Suppose there is a coin where the probability of success if 0.63. Let's say that I flip this coin 100 times and record the results (e.g. Mean, Standard Deviation and 95% Confidence Interval based on the Wald Interval).
Below, I wrote some R code to generate some data for these coin tosses:
# ACTUAL DATA (from a binomial 0.63)
set.seed(123)
real_data = rbinom(100, size = 1, prob = 0.63)
mean_prop = mean(real_data)
sd = sqrt( ((mean_prop)*(1-mean_prop))/100 )
lower = mean_prop - 1.96*sd
upper = mean_prop + 1.96*sd
My Question: Through simulation, I would like to learn how to correctly interpret the Coverage Probability of the 95% Wald Confidence Interval.
As I understand, the Coverage Probability shows that as the model parameter of interest (i.e. here its the probability of success) changes, what is the probability that the 95% Confidence Interval contains the true value of this parameter.
In other words:
- Step 1: Suppose we fix a value of "p" (e.g. set p = 0.34)
- Step 2: We then generate a random sample of 100 coin tosses from a Binomial Distribution with p = 0.34
- Step 3: From this random sample of coin tosses, we calculate the Mean and Standard Deviation (note: the mean from this sample will not necessarily be equal to 0.34)
- Step 4: We then see if a 95% Confidence Interval calculated from this random sample contains the true value of the parameter (i.e. is 0.34 within the 95% Confidence Interval)
- Step 5: We then repeat Step 2 - Step 4 many times (e.g. 1000 times), and calculate the average number of times the 95% Confidence Interval contained the true value (we then plot this average measurement on the graph)

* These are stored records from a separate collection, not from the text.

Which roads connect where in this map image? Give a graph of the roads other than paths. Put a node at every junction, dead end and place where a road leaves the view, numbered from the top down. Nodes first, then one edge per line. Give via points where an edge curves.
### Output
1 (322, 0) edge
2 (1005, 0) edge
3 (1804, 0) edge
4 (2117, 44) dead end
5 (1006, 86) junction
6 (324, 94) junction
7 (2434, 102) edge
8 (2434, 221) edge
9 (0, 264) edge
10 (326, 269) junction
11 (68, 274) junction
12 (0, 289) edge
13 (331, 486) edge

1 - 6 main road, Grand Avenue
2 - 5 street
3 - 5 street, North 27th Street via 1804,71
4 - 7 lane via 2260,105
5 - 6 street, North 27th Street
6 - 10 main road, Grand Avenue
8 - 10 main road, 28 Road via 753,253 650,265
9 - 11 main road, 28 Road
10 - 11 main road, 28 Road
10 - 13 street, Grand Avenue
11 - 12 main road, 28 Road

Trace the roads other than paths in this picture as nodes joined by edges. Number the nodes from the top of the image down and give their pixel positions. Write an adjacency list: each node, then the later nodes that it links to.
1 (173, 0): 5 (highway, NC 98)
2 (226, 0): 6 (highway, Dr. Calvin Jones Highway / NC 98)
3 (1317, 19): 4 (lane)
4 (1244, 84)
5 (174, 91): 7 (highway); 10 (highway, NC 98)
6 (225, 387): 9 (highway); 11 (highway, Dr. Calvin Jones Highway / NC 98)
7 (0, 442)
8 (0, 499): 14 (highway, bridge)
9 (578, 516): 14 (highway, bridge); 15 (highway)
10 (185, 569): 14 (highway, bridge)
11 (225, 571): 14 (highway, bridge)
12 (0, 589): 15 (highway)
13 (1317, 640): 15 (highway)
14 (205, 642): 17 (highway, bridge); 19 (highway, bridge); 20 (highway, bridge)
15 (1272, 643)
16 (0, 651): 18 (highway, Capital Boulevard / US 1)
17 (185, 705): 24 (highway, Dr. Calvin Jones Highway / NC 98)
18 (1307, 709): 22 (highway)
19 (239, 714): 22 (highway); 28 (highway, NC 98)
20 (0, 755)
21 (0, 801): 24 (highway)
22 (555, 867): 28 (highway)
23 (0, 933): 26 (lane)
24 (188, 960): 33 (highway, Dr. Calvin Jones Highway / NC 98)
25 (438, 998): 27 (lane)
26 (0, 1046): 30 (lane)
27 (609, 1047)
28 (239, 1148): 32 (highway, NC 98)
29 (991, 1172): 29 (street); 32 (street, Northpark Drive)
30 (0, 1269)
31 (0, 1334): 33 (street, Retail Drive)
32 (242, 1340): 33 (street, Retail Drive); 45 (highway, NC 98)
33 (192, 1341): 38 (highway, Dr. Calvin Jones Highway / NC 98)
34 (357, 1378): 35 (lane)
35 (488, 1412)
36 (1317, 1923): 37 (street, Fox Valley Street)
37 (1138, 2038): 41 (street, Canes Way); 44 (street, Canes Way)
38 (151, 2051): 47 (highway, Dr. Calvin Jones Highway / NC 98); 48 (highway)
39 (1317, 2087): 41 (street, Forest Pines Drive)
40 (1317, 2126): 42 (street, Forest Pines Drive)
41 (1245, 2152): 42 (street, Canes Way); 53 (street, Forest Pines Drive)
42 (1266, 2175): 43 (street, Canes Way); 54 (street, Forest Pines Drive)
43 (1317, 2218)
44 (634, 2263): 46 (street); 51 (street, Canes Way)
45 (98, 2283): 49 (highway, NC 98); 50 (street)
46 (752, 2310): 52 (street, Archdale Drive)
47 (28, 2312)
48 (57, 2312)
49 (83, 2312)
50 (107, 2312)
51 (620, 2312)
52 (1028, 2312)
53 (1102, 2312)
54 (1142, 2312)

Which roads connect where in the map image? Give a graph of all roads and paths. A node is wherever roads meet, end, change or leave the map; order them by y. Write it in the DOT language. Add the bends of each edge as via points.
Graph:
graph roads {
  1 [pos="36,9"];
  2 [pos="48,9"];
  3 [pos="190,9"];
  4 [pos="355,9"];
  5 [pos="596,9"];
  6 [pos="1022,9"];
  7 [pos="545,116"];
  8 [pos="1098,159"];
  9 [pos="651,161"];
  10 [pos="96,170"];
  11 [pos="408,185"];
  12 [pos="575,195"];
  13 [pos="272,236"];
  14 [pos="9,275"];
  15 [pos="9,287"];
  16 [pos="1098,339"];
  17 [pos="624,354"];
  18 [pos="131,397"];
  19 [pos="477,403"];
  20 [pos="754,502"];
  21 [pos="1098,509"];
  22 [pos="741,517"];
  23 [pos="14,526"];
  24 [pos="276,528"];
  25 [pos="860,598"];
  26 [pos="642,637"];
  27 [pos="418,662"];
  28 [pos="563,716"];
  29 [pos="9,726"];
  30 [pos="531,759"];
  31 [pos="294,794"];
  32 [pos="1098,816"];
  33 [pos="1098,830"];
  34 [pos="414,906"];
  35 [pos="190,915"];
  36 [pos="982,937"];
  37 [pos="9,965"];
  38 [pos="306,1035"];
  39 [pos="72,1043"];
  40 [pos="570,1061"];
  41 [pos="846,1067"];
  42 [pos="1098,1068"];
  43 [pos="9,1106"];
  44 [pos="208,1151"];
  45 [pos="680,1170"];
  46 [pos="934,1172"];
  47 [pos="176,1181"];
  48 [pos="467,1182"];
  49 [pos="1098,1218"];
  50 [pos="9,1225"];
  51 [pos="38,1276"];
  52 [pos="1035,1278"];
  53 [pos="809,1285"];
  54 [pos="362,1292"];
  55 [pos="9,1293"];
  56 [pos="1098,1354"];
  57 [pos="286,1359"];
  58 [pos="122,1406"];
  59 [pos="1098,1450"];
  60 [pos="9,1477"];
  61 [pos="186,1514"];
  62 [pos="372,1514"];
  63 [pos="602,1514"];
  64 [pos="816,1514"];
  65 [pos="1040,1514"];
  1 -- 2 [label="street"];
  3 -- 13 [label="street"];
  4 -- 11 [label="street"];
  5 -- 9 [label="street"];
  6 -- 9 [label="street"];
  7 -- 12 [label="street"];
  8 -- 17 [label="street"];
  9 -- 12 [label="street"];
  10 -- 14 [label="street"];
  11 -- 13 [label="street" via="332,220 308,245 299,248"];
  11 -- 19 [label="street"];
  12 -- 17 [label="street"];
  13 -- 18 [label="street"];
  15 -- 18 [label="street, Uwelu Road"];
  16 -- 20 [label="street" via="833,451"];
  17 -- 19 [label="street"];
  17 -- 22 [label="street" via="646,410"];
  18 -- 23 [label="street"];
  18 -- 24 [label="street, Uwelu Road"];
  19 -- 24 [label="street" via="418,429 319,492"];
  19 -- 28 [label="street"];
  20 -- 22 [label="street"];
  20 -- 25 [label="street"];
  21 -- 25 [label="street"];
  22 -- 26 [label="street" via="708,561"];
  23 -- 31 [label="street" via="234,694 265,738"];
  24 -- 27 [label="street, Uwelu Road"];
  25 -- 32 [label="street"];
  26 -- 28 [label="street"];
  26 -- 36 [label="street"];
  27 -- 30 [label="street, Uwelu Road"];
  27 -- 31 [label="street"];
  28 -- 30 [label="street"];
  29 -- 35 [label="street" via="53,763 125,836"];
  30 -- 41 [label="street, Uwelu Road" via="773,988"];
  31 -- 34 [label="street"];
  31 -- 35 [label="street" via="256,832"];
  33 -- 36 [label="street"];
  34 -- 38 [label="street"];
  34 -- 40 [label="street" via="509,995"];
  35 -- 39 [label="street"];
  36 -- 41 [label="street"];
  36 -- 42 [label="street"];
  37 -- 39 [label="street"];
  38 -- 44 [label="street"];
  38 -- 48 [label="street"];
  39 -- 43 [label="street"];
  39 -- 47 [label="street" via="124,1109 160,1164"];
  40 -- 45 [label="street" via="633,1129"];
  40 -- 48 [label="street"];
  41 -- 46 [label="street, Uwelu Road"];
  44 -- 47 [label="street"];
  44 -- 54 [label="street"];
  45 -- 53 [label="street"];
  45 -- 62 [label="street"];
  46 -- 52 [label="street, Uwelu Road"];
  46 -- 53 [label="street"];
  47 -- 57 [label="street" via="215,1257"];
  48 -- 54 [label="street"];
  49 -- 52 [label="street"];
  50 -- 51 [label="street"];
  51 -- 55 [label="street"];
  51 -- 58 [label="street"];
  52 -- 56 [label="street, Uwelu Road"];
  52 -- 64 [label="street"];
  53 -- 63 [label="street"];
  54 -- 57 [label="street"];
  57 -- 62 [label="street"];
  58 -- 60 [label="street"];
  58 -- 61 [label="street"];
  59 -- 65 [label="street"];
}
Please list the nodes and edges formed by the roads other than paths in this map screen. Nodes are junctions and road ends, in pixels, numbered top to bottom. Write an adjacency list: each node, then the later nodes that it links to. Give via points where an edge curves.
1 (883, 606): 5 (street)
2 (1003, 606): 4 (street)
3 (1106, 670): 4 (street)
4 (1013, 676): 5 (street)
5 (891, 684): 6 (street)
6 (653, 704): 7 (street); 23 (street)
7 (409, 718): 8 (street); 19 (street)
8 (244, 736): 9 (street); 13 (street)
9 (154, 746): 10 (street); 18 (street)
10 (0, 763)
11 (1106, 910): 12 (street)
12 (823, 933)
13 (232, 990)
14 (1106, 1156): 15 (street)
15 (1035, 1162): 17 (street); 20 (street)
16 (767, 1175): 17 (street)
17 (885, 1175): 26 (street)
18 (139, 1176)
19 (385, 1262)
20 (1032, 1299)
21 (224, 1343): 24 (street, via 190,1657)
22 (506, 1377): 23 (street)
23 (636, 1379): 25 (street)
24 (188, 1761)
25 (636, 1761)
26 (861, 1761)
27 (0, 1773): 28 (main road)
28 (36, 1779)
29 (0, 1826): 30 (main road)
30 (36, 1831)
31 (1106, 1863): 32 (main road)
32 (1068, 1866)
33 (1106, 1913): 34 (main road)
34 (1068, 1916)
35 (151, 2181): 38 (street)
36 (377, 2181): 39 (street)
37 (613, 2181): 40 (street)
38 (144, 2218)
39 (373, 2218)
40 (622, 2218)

- Step 6: Now, we fix a new value of "p" (e.g. set p = 0.35) and repeat Step 2 - Step 5.
- Step 7: And finally, we repeat Step 1 - 5 for many values of "p" (e.g. in the Binomial Distribution, from p = 0 to p = 1)
Below, I tried to write the R code to represent the above process:
# Set the values of p to loop through
prop = seq(0.0, 1, by = 0.005)
Initialize empty list to store results
my_list_2 = list()
Start loop
for (j in 1:length(prop)) {
p_j = prop[j]
Initialize empty list to store results for each iteration of the inner loop
my_list = list()
for (i in 1:1000) {
sample_i = rbinom(100, size = 1, prob = p_j)
mean_i = mean(sample_i)
sd_i = sqrt( ((mean_i)*(1-mean_i))/100 )
lower_i = mean_i - 1.96*sd_i
upper_i = mean_i + 1.96*sd_i
counter_i = ifelse(p_j >= lower_i && p_j <= upper_i, 1,0)
a_i = data.frame(id = i, lower = lower_i, upper = upper_i, mean = mean_i , counter = counter_i)
my_list[[i]] = a_i
}
Bind data frames in my_list into a single data frame
mean_i = do.call(rbind.data.frame, my_list)
Calculate mean of counter column
mean_counter = mean(mean_i$counter)
Create data frame b_j
b_j = data.frame(id = j, p = p_j , mean = mean_counter)
my_list_2[[j]] = b_j
print(b_j)
}
Bind data frames in my_list_2 into a single data frame
result = do.call(rbind.data.frame, my_list_2)
plot(result$p, result$mean, type = "b", main = "95% Coverage Probability Plot Using Wald Intervals", xlab = "Proportion Value", ylab = "Average Coverage Probability (95% CI Wald Interval)")
abline(h = mean(result$mean), col = "green", lty = 3)
abline(h = 0.95, col = "red", lty = 2)
Based on the above graph, I would make the following conclusions:
- The "red line" shows what 95% Coverage Probability looks like in theory - but the "green line" shows you the average observed Coverage Probability from the simulation (0.927)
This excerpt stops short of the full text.